[John Hiley Addington and Thomas Steele, Joint Paymasters General of the Forces.] Signatures of the two men, with their seals under paper, and signatures of Augustus Hill Bradshaw, William Wood, Thomas Gibbes, to document regarding payment in Ceylon.

Author: 
John Hiley Addington (1759-1818) and Thomas Steele (1753-1823), Joint Paymasters General of the Forces; William Wood; Thomas Gibbes; Augustus Hill Bradshaw (c.1769-1851) [Ceylon]
Publication details: 
'this third day of January, in the year of Our Lord One thousand eight hundred and three [1803], and the Forty third year of His Majesty's Reign'.
£300.00
SKU: 21765

1p, foolscap 8vo. In good condition, lightly aged, with thin strip of paper from mount adhering to blank reverse. Folded twice. Embossed tax stamp at head. Twenty-three lines of text in a secretarial hand, signed at foot by 'Thos. Steele' and 'J. Hiley Addington', both signatures accompanied by seals under paper. To the left of the signatures: 'Sealed and Delivered being first duly Stamped in the presence of | Wm. Wood'. (Wood was a cashier in the Army Pay Office.) At foot of page: 'Entered in the Office for Auditing the Public Accounts 10th.

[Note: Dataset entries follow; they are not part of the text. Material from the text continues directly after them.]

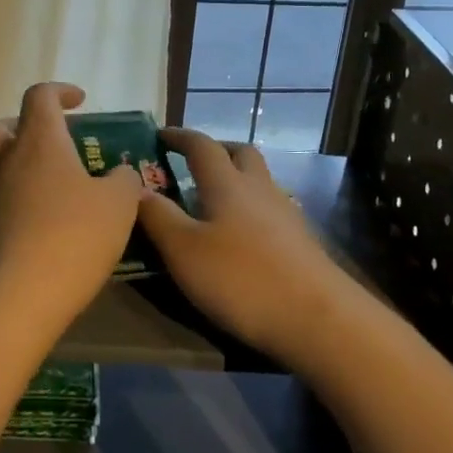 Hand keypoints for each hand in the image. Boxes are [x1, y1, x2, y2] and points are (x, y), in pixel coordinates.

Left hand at [0, 82, 142, 338]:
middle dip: (27, 126)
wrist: (14, 299)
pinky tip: (54, 225)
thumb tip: (121, 173)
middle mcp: (7, 163)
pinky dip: (25, 203)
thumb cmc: (71, 236)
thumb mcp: (118, 205)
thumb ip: (124, 181)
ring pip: (2, 167)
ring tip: (65, 190)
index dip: (60, 91)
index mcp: (39, 142)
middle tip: (57, 141)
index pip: (39, 96)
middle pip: (2, 127)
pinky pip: (5, 203)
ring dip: (27, 168)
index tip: (80, 101)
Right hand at [137, 128, 350, 361]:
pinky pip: (270, 209)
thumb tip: (135, 188)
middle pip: (241, 153)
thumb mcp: (184, 251)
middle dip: (216, 150)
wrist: (317, 317)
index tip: (160, 134)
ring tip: (213, 201)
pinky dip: (251, 209)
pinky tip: (242, 236)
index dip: (180, 137)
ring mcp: (285, 213)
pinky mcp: (301, 240)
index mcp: (227, 184)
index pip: (201, 146)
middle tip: (193, 162)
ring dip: (237, 179)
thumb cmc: (241, 278)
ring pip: (259, 180)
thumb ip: (158, 217)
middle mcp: (259, 188) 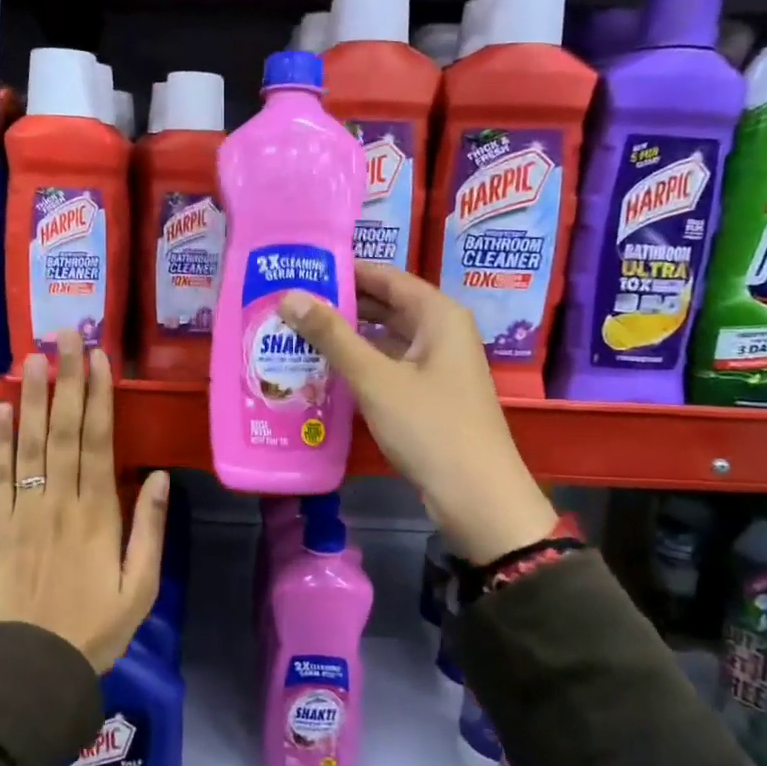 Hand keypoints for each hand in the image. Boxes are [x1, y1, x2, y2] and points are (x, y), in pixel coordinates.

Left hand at [0, 332, 169, 671]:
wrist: (34, 666)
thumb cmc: (96, 628)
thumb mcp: (141, 587)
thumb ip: (148, 529)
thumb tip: (156, 475)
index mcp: (98, 515)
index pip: (98, 442)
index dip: (98, 397)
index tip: (98, 359)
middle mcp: (59, 503)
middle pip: (62, 431)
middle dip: (66, 380)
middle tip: (65, 336)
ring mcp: (23, 511)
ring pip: (28, 445)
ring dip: (29, 398)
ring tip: (31, 357)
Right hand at [279, 263, 556, 564]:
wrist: (476, 495)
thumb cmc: (430, 427)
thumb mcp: (375, 378)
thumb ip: (332, 336)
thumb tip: (290, 296)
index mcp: (439, 316)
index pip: (386, 276)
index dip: (344, 270)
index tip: (301, 270)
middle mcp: (442, 333)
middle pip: (386, 306)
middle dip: (341, 305)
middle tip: (291, 305)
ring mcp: (438, 366)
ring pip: (387, 339)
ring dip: (348, 337)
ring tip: (298, 334)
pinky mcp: (431, 396)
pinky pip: (390, 367)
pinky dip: (362, 365)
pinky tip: (326, 371) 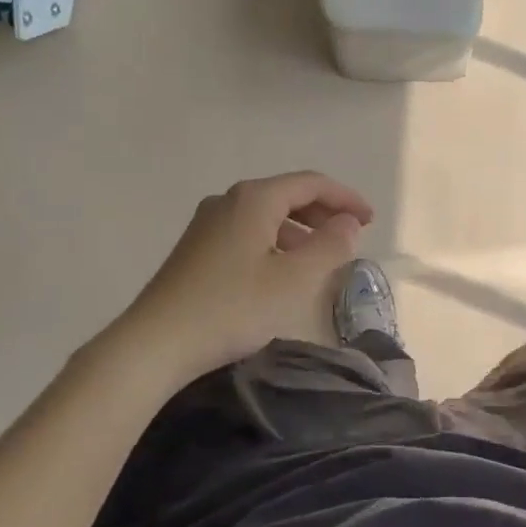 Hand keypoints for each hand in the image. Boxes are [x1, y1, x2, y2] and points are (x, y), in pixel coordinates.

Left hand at [120, 172, 373, 382]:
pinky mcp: (196, 248)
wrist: (155, 343)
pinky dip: (275, 241)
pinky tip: (280, 271)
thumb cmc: (232, 307)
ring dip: (299, 229)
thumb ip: (330, 246)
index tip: (370, 220)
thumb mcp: (294, 280)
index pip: (311, 183)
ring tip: (320, 257)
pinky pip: (248, 231)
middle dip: (323, 211)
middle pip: (287, 194)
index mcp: (254, 199)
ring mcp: (207, 223)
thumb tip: (349, 223)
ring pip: (266, 215)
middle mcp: (229, 200)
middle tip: (351, 235)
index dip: (345, 197) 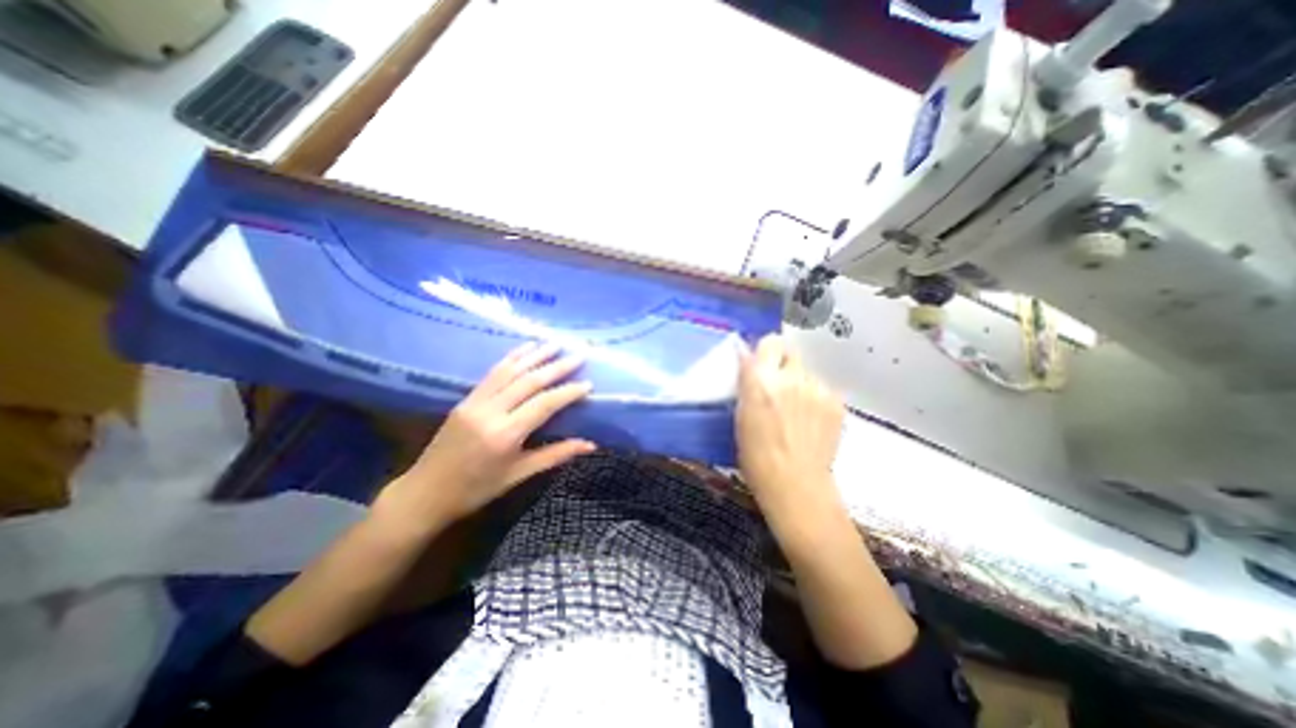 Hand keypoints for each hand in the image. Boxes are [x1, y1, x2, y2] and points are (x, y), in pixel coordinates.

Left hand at [376, 343, 596, 530]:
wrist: (424, 494)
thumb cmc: (476, 490)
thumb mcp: (518, 475)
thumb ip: (555, 455)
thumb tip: (590, 444)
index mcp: (505, 435)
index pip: (544, 404)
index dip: (568, 392)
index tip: (588, 383)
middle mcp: (490, 412)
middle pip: (529, 382)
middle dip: (557, 367)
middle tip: (579, 355)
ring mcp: (475, 402)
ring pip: (510, 371)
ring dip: (536, 355)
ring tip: (556, 343)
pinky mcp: (466, 399)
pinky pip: (493, 373)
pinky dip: (512, 357)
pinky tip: (526, 347)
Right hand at [732, 336, 847, 529]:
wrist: (797, 485)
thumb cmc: (756, 456)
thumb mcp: (741, 416)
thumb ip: (748, 384)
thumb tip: (749, 362)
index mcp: (760, 380)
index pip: (769, 342)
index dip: (766, 351)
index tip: (762, 364)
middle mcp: (790, 377)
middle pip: (790, 352)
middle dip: (782, 364)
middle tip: (778, 385)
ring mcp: (817, 389)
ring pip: (807, 372)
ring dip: (799, 383)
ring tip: (797, 410)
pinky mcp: (836, 402)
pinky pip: (822, 389)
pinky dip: (815, 399)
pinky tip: (812, 421) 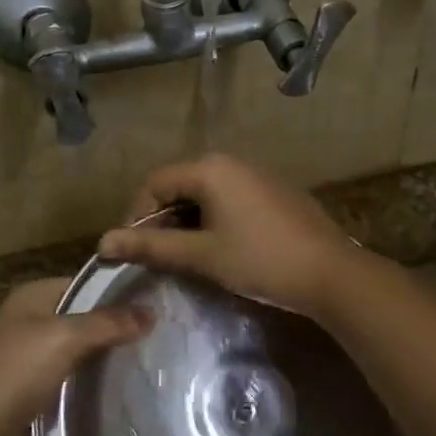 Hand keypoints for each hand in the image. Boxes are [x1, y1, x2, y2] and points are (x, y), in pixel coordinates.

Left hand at [0, 278, 149, 435]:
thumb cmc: (14, 373)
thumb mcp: (63, 338)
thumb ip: (108, 323)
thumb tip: (152, 311)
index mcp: (34, 297)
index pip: (87, 284)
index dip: (120, 290)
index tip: (161, 299)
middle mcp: (35, 323)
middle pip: (88, 318)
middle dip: (121, 326)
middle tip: (169, 332)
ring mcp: (37, 360)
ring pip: (86, 352)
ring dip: (112, 358)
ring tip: (161, 359)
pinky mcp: (42, 393)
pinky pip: (79, 382)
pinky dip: (100, 385)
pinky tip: (134, 387)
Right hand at [95, 154, 358, 317]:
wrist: (332, 274)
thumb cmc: (260, 260)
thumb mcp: (201, 255)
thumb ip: (151, 247)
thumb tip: (103, 243)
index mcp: (210, 169)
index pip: (155, 183)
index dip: (136, 216)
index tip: (132, 251)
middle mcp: (232, 162)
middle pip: (180, 185)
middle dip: (163, 220)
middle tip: (157, 257)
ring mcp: (257, 175)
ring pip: (206, 194)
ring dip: (188, 222)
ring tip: (186, 257)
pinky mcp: (275, 191)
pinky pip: (230, 198)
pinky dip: (214, 220)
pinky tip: (220, 249)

May 1803 | Thos Gibbes' (Gibbes was a clerk to Lord Sondes at the Office of Auditor of the Imprests) and 'Entered in the Office of the Paymaster General of the Forces the 6th. June 1803. | A. H. Bradshaw'. The document begins: 'Know all Men by these Presents that We the Right Honorable Thomas Steele & John Hiley Addington Paymaster [sic] General of His Majesty's Forces as well within Great Britain as without (that part of the United Kingdom called Ireland excepted) have authorize and empowered and by these presents do authorize and empower Gavin Hamilton Esqre. For Us and in Our Names and stead to pay the Subsistence Contingent and Extraordinary Expences of His Majesty's Forces, and also the Pay of the Staff Officers now and for the time being serving in the Island of Ceylon'. From the distinguished autograph collection of the psychiatrist Richard Alfred Hunter (1923-1981), whose collection of 7000 works relating to psychiatry is now in Cambridge University Library. Hunter and his mother Ida Macalpine had a particular interest in the illness of King George III, and their book 'George III and the Mad Business' (1969) suggested the diagnosis of porphyria popularised by Alan Bennett in his play 'The Madness of George III'.